Dataset entries
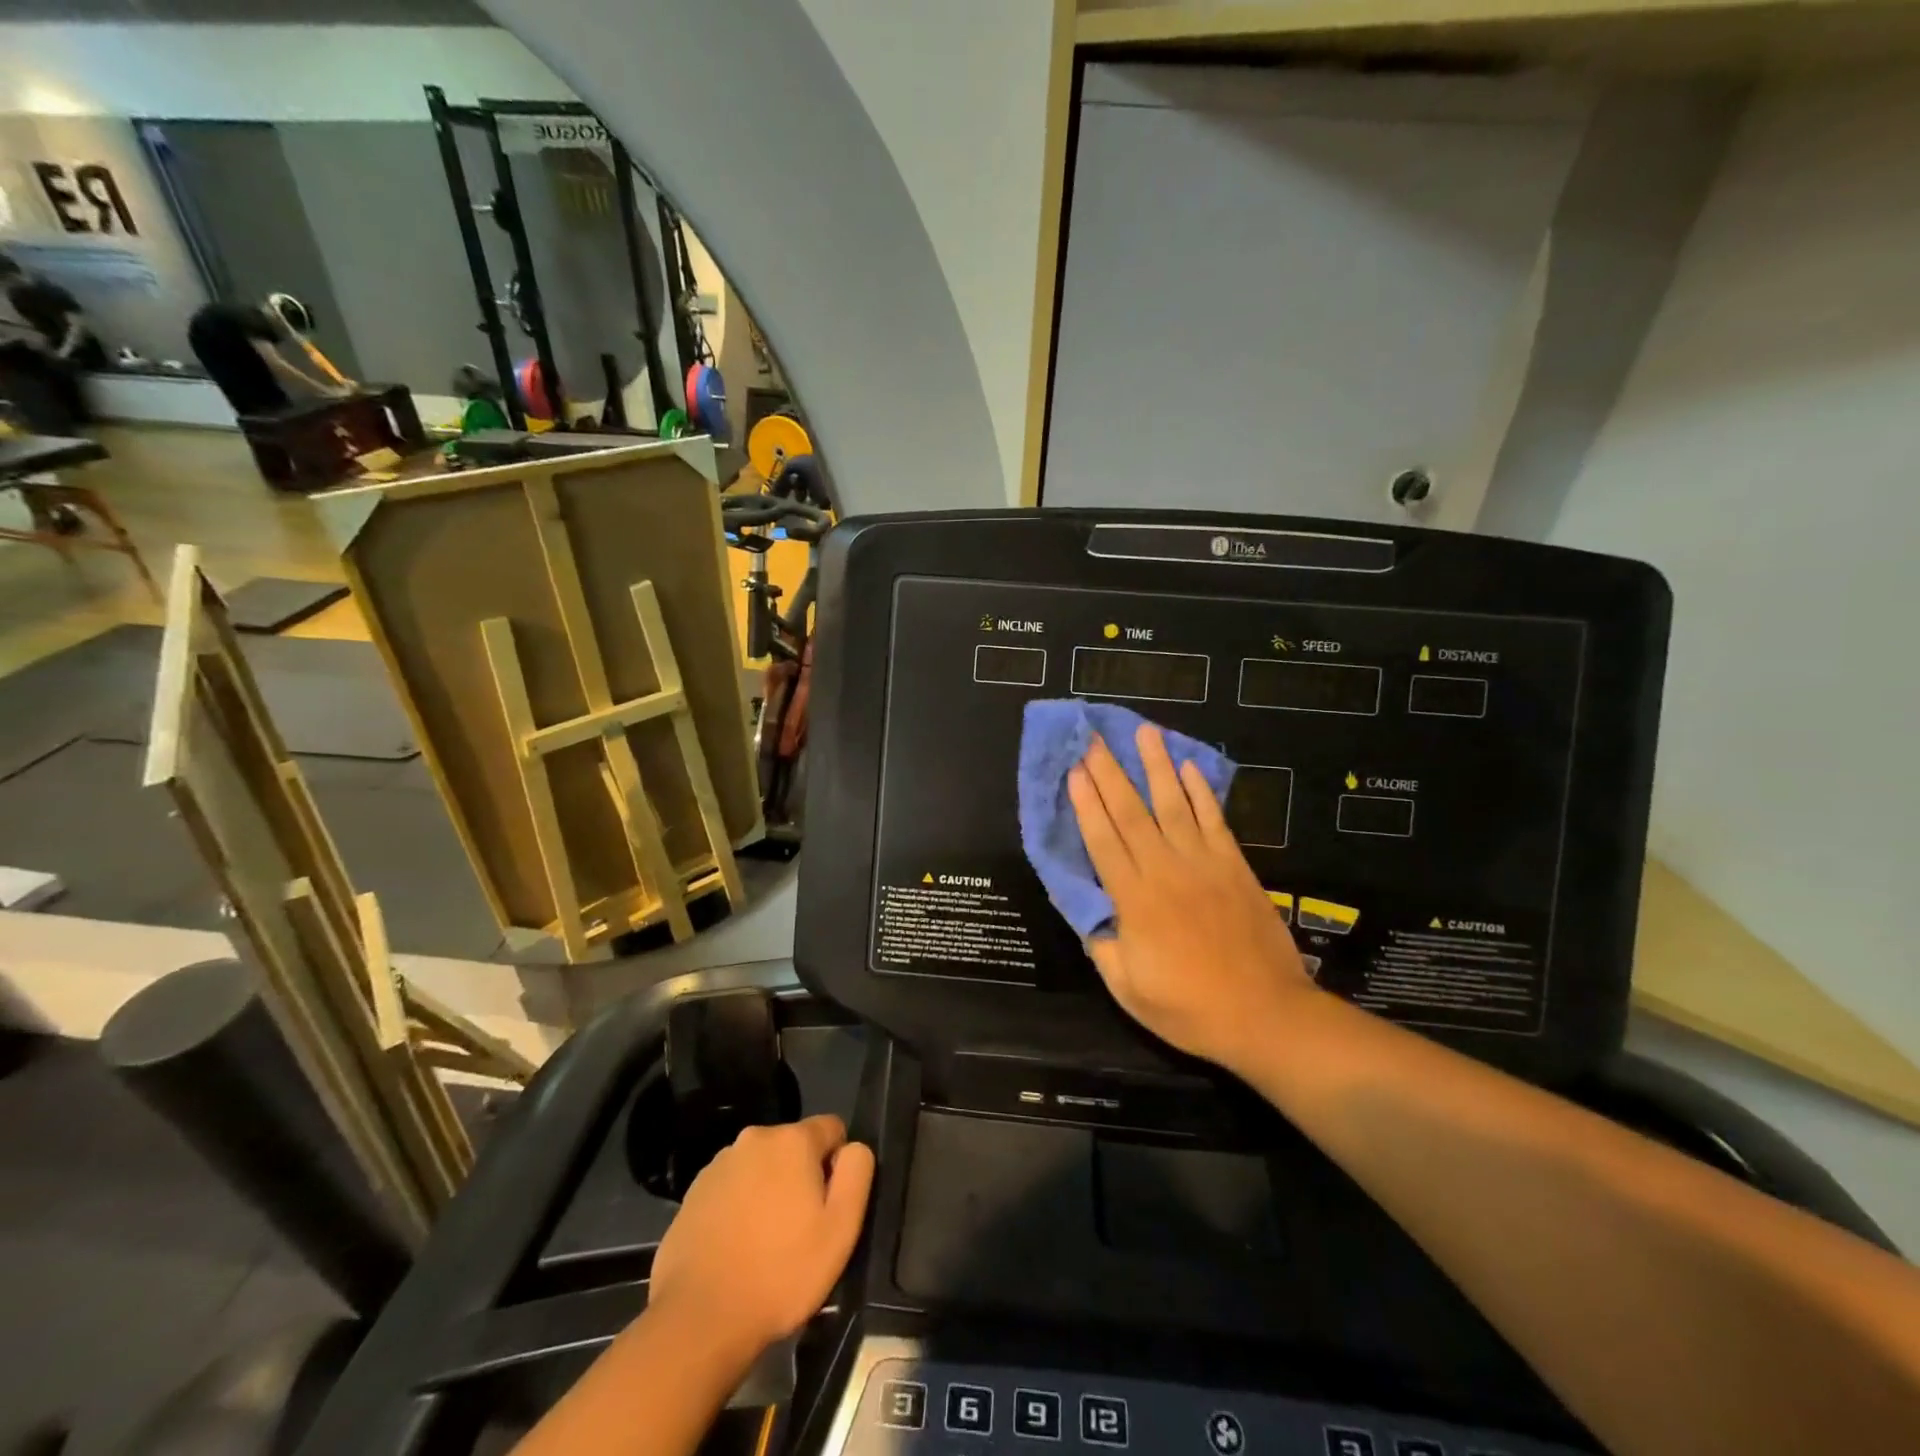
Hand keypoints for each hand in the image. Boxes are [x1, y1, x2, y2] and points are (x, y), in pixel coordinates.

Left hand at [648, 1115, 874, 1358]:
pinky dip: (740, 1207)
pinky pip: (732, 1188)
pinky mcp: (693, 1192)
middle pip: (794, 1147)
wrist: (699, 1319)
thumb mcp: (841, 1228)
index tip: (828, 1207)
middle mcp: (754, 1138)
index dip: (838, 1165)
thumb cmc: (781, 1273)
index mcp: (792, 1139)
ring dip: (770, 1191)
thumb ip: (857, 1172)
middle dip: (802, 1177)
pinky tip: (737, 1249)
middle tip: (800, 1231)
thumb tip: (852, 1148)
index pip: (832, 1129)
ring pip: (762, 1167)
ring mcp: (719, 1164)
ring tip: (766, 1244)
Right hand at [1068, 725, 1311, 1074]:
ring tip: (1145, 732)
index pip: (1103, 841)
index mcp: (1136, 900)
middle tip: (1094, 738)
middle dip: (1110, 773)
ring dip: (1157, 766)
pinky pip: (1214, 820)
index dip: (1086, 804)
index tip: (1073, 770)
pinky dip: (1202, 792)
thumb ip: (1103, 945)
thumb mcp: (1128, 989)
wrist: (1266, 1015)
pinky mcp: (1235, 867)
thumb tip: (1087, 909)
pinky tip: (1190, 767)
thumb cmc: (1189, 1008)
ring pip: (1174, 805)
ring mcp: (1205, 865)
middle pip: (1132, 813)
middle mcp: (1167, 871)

> _Task objective_
Go through the data above and copy each line in which "middle" appears.

> _Solution for this task_
middle pip: (794, 1147)
middle mcp: (754, 1138)
middle dip: (802, 1177)
middle tip: (800, 1231)
middle tip: (1094, 738)
middle dip: (1110, 773)
middle pip: (1132, 813)
middle mcp: (1167, 871)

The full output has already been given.